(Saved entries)
————
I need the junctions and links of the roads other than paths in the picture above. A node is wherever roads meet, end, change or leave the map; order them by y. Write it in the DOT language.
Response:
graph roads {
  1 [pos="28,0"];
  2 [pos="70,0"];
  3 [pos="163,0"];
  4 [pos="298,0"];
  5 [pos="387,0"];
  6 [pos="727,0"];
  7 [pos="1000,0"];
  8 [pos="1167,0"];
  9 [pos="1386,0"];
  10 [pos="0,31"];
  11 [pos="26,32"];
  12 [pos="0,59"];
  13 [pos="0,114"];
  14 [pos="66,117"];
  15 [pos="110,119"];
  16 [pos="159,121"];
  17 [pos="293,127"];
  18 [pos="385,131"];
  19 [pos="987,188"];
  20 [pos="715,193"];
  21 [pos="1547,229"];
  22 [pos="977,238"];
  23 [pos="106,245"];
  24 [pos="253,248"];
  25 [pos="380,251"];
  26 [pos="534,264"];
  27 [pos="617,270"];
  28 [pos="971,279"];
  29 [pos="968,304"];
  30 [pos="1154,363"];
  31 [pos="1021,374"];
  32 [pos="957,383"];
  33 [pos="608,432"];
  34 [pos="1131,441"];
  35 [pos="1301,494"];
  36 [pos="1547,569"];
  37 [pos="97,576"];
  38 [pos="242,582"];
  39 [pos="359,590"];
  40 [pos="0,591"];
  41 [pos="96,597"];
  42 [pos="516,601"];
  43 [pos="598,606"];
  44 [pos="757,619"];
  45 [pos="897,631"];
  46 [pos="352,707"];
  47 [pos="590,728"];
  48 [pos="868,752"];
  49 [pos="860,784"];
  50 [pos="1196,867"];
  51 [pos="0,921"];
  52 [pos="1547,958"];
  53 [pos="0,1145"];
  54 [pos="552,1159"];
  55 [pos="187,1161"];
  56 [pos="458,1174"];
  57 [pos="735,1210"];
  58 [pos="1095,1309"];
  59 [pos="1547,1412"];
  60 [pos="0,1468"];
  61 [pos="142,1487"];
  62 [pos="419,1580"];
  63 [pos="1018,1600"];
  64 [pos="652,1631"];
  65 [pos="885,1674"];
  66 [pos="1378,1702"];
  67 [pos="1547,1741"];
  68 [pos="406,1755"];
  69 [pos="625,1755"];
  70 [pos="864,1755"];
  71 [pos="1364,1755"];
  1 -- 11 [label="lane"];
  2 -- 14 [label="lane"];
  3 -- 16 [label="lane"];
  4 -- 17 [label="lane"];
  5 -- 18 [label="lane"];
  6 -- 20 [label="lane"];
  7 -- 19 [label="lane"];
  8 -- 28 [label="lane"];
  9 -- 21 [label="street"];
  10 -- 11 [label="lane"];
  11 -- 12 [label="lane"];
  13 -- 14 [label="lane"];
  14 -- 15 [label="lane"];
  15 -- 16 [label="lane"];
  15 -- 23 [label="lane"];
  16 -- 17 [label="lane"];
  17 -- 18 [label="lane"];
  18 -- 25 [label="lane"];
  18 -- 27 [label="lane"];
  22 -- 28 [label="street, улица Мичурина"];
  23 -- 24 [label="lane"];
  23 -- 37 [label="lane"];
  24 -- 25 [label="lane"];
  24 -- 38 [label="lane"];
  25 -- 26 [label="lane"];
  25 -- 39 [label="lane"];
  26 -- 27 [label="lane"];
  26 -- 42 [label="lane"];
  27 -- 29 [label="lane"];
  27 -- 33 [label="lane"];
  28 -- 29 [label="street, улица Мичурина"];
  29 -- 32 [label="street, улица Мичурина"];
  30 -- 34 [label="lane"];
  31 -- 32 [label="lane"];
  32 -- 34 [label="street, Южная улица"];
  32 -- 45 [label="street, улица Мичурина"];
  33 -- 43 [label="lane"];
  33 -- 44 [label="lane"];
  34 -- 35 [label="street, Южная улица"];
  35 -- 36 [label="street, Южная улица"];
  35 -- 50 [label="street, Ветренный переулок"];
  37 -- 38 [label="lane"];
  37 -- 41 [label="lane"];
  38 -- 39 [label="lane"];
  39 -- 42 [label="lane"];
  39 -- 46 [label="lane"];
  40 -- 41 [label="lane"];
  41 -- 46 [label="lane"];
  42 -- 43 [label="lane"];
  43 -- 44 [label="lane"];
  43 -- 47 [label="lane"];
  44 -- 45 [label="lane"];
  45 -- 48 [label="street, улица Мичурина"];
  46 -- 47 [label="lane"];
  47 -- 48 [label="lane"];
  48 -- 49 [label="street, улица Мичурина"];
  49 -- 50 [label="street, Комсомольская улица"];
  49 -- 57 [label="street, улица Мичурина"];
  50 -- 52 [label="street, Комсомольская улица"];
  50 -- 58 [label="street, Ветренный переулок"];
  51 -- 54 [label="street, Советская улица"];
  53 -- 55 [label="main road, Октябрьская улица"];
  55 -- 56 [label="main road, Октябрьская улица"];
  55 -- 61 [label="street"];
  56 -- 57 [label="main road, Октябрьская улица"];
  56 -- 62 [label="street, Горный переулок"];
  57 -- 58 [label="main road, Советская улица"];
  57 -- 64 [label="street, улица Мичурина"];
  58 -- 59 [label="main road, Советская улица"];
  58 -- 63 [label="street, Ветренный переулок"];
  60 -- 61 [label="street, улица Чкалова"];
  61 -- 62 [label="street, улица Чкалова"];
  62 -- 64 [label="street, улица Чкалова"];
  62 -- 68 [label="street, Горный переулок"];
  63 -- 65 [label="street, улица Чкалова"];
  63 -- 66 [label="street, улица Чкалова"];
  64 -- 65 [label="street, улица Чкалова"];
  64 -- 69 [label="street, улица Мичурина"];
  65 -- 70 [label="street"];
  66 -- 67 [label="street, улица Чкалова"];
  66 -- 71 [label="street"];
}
————
== THE PROBLEM ==
Keeping every line exactly as it is, copy all the records.

== SOLUTION FOR THIS TASK ==
I need the junctions and links of the roads other than paths in the picture above. A node is wherever roads meet, end, change or leave the map; order them by y. Write it in the DOT language.
Response:
graph roads {
  1 [pos="28,0"];
  2 [pos="70,0"];
  3 [pos="163,0"];
  4 [pos="298,0"];
  5 [pos="387,0"];
  6 [pos="727,0"];
  7 [pos="1000,0"];
  8 [pos="1167,0"];
  9 [pos="1386,0"];
  10 [pos="0,31"];
  11 [pos="26,32"];
  12 [pos="0,59"];
  13 [pos="0,114"];
  14 [pos="66,117"];
  15 [pos="110,119"];
  16 [pos="159,121"];
  17 [pos="293,127"];
  18 [pos="385,131"];
  19 [pos="987,188"];
  20 [pos="715,193"];
  21 [pos="1547,229"];
  22 [pos="977,238"];
  23 [pos="106,245"];
  24 [pos="253,248"];
  25 [pos="380,251"];
  26 [pos="534,264"];
  27 [pos="617,270"];
  28 [pos="971,279"];
  29 [pos="968,304"];
  30 [pos="1154,363"];
  31 [pos="1021,374"];
  32 [pos="957,383"];
  33 [pos="608,432"];
  34 [pos="1131,441"];
  35 [pos="1301,494"];
  36 [pos="1547,569"];
  37 [pos="97,576"];
  38 [pos="242,582"];
  39 [pos="359,590"];
  40 [pos="0,591"];
  41 [pos="96,597"];
  42 [pos="516,601"];
  43 [pos="598,606"];
  44 [pos="757,619"];
  45 [pos="897,631"];
  46 [pos="352,707"];
  47 [pos="590,728"];
  48 [pos="868,752"];
  49 [pos="860,784"];
  50 [pos="1196,867"];
  51 [pos="0,921"];
  52 [pos="1547,958"];
  53 [pos="0,1145"];
  54 [pos="552,1159"];
  55 [pos="187,1161"];
  56 [pos="458,1174"];
  57 [pos="735,1210"];
  58 [pos="1095,1309"];
  59 [pos="1547,1412"];
  60 [pos="0,1468"];
  61 [pos="142,1487"];
  62 [pos="419,1580"];
  63 [pos="1018,1600"];
  64 [pos="652,1631"];
  65 [pos="885,1674"];
  66 [pos="1378,1702"];
  67 [pos="1547,1741"];
  68 [pos="406,1755"];
  69 [pos="625,1755"];
  70 [pos="864,1755"];
  71 [pos="1364,1755"];
  1 -- 11 [label="lane"];
  2 -- 14 [label="lane"];
  3 -- 16 [label="lane"];
  4 -- 17 [label="lane"];
  5 -- 18 [label="lane"];
  6 -- 20 [label="lane"];
  7 -- 19 [label="lane"];
  8 -- 28 [label="lane"];
  9 -- 21 [label="street"];
  10 -- 11 [label="lane"];
  11 -- 12 [label="lane"];
  13 -- 14 [label="lane"];
  14 -- 15 [label="lane"];
  15 -- 16 [label="lane"];
  15 -- 23 [label="lane"];
  16 -- 17 [label="lane"];
  17 -- 18 [label="lane"];
  18 -- 25 [label="lane"];
  18 -- 27 [label="lane"];
  22 -- 28 [label="street, улица Мичурина"];
  23 -- 24 [label="lane"];
  23 -- 37 [label="lane"];
  24 -- 25 [label="lane"];
  24 -- 38 [label="lane"];
  25 -- 26 [label="lane"];
  25 -- 39 [label="lane"];
  26 -- 27 [label="lane"];
  26 -- 42 [label="lane"];
  27 -- 29 [label="lane"];
  27 -- 33 [label="lane"];
  28 -- 29 [label="street, улица Мичурина"];
  29 -- 32 [label="street, улица Мичурина"];
  30 -- 34 [label="lane"];
  31 -- 32 [label="lane"];
  32 -- 34 [label="street, Южная улица"];
  32 -- 45 [label="street, улица Мичурина"];
  33 -- 43 [label="lane"];
  33 -- 44 [label="lane"];
  34 -- 35 [label="street, Южная улица"];
  35 -- 36 [label="street, Южная улица"];
  35 -- 50 [label="street, Ветренный переулок"];
  37 -- 38 [label="lane"];
  37 -- 41 [label="lane"];
  38 -- 39 [label="lane"];
  39 -- 42 [label="lane"];
  39 -- 46 [label="lane"];
  40 -- 41 [label="lane"];
  41 -- 46 [label="lane"];
  42 -- 43 [label="lane"];
  43 -- 44 [label="lane"];
  43 -- 47 [label="lane"];
  44 -- 45 [label="lane"];
  45 -- 48 [label="street, улица Мичурина"];
  46 -- 47 [label="lane"];
  47 -- 48 [label="lane"];
  48 -- 49 [label="street, улица Мичурина"];
  49 -- 50 [label="street, Комсомольская улица"];
  49 -- 57 [label="street, улица Мичурина"];
  50 -- 52 [label="street, Комсомольская улица"];
  50 -- 58 [label="street, Ветренный переулок"];
  51 -- 54 [label="street, Советская улица"];
  53 -- 55 [label="main road, Октябрьская улица"];
  55 -- 56 [label="main road, Октябрьская улица"];
  55 -- 61 [label="street"];
  56 -- 57 [label="main road, Октябрьская улица"];
  56 -- 62 [label="street, Горный переулок"];
  57 -- 58 [label="main road, Советская улица"];
  57 -- 64 [label="street, улица Мичурина"];
  58 -- 59 [label="main road, Советская улица"];
  58 -- 63 [label="street, Ветренный переулок"];
  60 -- 61 [label="street, улица Чкалова"];
  61 -- 62 [label="street, улица Чкалова"];
  62 -- 64 [label="street, улица Чкалова"];
  62 -- 68 [label="street, Горный переулок"];
  63 -- 65 [label="street, улица Чкалова"];
  63 -- 66 [label="street, улица Чкалова"];
  64 -- 65 [label="street, улица Чкалова"];
  64 -- 69 [label="street, улица Мичурина"];
  65 -- 70 [label="street"];
  66 -- 67 [label="street, улица Чкалова"];
  66 -- 71 [label="street"];
}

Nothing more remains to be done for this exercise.